REQUIREMENT -
Report the count of lines in the entries below that contain "Bull", and leave out everything else.

STUDY MATERIAL -
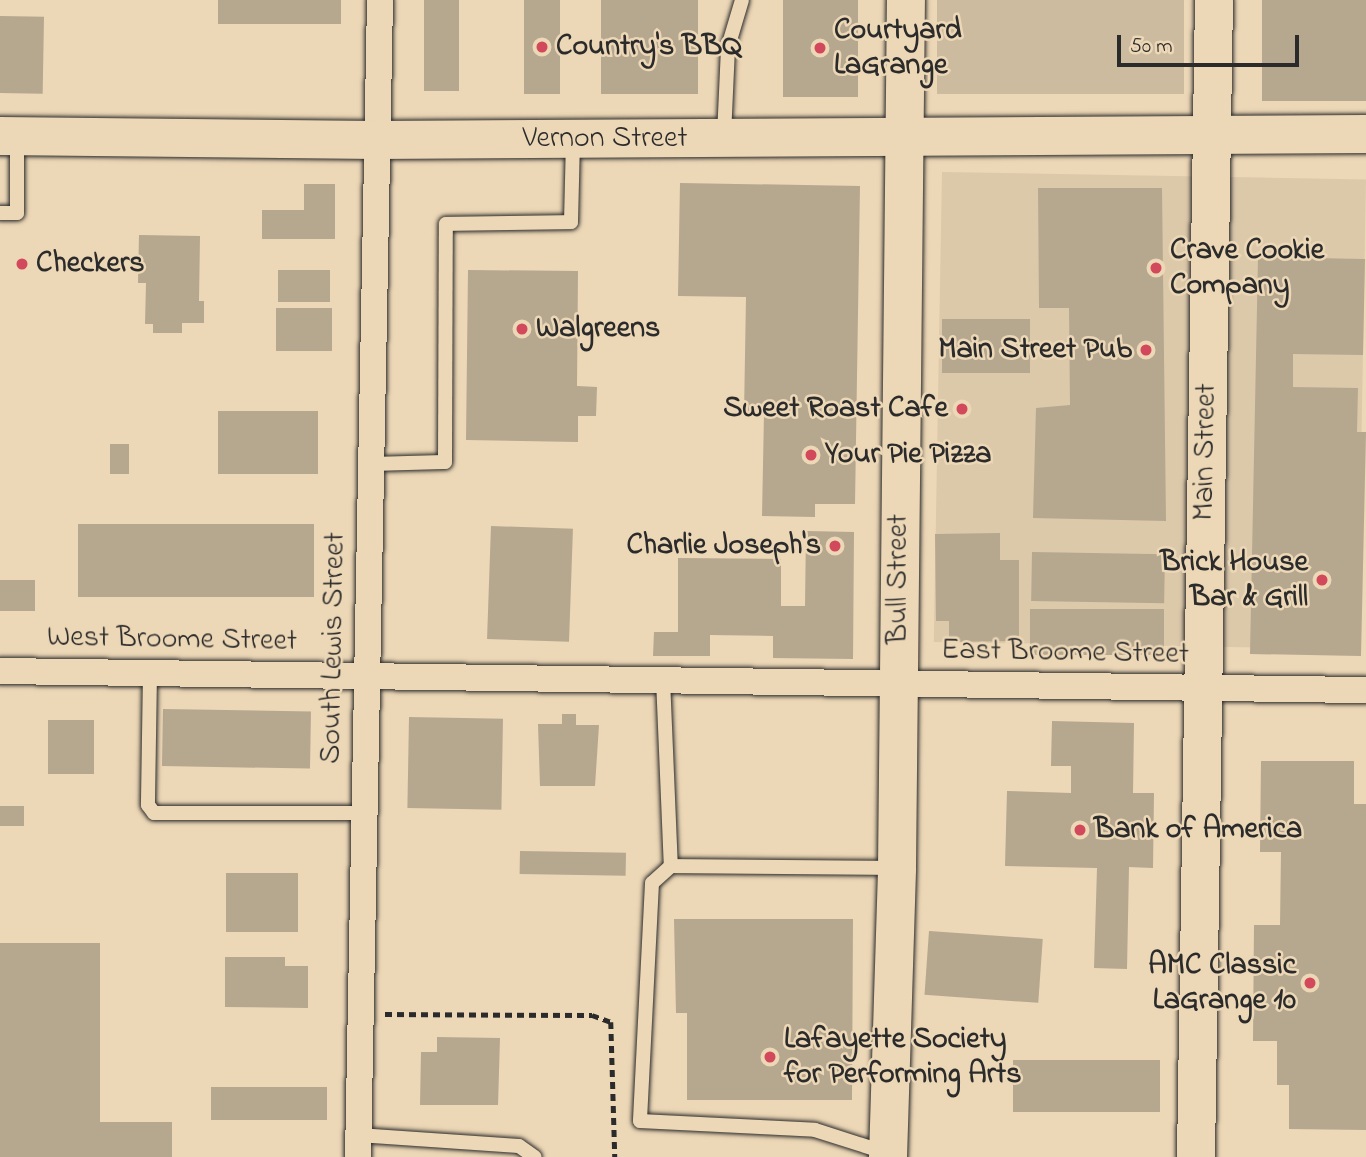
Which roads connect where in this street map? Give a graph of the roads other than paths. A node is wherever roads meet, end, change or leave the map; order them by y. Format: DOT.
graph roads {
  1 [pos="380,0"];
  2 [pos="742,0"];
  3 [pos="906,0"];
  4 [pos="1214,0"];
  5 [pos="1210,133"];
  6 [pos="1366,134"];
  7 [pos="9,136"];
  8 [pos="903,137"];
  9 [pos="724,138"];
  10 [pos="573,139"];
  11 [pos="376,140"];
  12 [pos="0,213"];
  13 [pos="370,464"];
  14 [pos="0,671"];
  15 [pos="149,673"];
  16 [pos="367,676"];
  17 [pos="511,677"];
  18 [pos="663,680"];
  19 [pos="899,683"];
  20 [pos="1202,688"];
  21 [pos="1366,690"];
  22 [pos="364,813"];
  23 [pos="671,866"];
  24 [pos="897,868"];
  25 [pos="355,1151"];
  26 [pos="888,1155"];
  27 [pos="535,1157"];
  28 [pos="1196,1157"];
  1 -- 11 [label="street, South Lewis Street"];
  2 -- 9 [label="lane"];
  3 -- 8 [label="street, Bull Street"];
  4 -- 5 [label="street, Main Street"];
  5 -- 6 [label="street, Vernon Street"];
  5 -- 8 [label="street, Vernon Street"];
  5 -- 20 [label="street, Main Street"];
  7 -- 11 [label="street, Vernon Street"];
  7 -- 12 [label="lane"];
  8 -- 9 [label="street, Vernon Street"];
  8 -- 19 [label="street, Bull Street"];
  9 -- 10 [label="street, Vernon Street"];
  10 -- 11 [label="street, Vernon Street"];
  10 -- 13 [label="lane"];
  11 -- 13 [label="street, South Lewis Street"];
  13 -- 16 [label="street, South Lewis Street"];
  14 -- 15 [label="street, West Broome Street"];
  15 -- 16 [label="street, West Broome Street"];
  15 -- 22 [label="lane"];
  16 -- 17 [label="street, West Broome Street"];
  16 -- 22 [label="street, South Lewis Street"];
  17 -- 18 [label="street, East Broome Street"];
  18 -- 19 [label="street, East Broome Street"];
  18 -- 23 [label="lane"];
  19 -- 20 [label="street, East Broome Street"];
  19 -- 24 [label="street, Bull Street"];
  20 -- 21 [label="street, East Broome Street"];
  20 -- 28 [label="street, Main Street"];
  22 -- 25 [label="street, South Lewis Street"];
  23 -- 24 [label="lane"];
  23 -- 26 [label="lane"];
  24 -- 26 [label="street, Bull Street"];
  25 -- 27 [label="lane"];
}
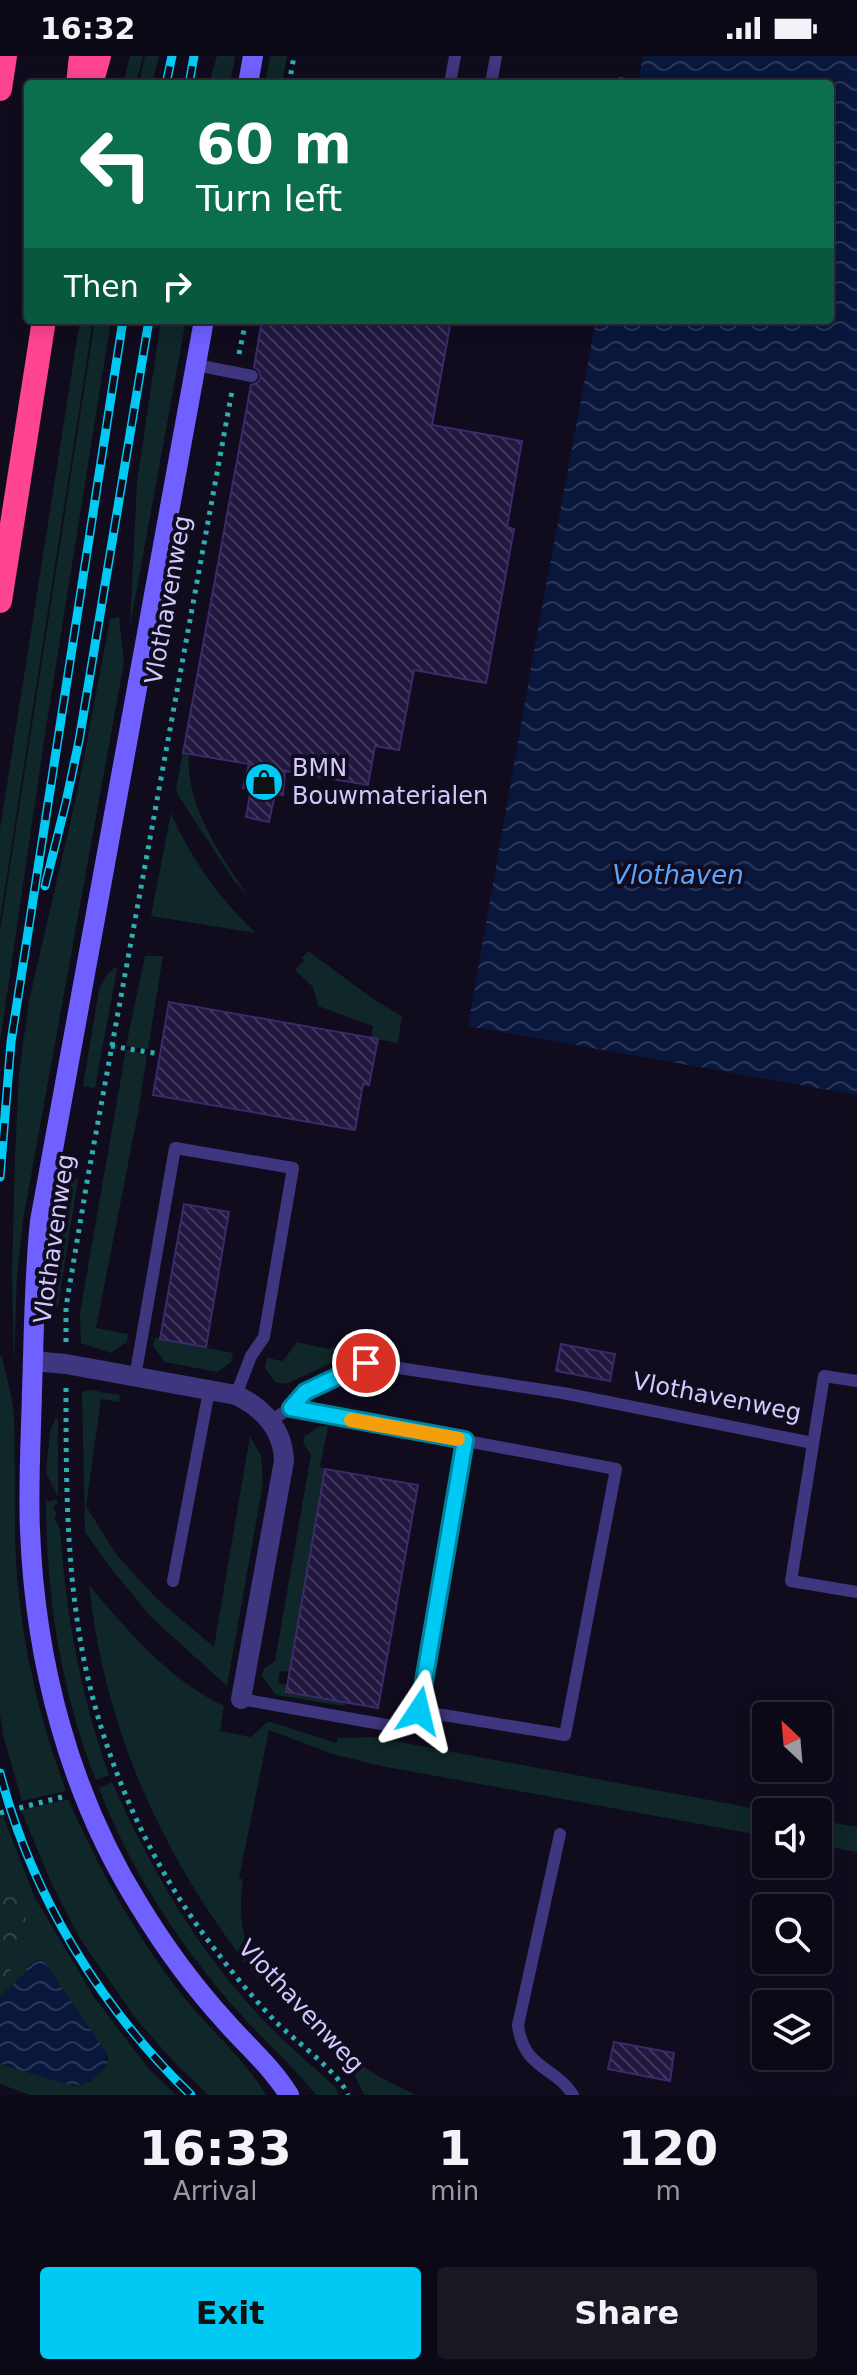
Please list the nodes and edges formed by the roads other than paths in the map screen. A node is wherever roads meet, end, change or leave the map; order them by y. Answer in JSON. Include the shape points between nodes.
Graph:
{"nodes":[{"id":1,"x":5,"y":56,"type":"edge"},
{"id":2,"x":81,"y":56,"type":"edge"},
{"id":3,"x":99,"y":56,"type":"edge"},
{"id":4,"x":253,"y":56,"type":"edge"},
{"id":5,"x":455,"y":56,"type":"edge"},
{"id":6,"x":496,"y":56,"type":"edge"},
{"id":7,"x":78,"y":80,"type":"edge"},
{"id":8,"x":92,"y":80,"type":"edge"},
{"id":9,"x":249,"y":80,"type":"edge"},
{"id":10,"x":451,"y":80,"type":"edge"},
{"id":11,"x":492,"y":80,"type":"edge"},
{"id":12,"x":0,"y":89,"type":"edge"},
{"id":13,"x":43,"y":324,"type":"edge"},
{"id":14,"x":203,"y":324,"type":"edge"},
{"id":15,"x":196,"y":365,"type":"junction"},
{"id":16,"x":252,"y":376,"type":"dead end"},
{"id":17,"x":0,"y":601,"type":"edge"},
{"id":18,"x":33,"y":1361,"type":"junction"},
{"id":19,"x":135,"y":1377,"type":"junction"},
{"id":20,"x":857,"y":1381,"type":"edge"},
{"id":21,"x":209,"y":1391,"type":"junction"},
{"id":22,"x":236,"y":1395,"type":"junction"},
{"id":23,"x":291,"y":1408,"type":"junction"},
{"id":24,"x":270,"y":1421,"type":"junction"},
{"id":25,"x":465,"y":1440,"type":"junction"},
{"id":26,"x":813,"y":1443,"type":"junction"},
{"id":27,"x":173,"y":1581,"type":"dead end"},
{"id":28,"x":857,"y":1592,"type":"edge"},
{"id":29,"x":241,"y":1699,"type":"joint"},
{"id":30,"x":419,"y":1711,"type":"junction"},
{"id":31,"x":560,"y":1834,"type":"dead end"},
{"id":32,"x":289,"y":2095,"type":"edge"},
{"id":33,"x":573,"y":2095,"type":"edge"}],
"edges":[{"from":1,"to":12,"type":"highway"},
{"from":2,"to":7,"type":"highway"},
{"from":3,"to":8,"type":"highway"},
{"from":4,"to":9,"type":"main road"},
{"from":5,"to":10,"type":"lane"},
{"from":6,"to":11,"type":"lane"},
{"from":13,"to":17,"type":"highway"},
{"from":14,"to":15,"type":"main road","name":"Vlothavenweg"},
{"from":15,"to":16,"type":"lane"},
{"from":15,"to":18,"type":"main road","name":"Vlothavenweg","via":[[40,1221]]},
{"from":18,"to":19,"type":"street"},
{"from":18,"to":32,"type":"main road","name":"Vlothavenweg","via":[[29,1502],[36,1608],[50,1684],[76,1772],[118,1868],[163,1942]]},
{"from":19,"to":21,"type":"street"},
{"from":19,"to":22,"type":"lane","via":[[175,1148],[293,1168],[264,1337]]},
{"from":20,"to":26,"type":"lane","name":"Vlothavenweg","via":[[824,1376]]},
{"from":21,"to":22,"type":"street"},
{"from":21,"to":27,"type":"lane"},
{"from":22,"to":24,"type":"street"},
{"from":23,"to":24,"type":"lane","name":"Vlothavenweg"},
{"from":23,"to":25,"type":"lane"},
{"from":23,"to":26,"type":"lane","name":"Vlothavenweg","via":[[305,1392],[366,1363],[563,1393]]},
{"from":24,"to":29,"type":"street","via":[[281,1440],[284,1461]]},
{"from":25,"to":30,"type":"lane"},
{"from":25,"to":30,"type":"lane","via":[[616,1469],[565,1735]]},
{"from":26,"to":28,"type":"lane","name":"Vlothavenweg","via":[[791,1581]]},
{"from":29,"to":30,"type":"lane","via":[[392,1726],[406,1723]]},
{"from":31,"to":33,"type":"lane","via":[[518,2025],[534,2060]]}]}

SOLUTION TO THIS PROBLEM -
4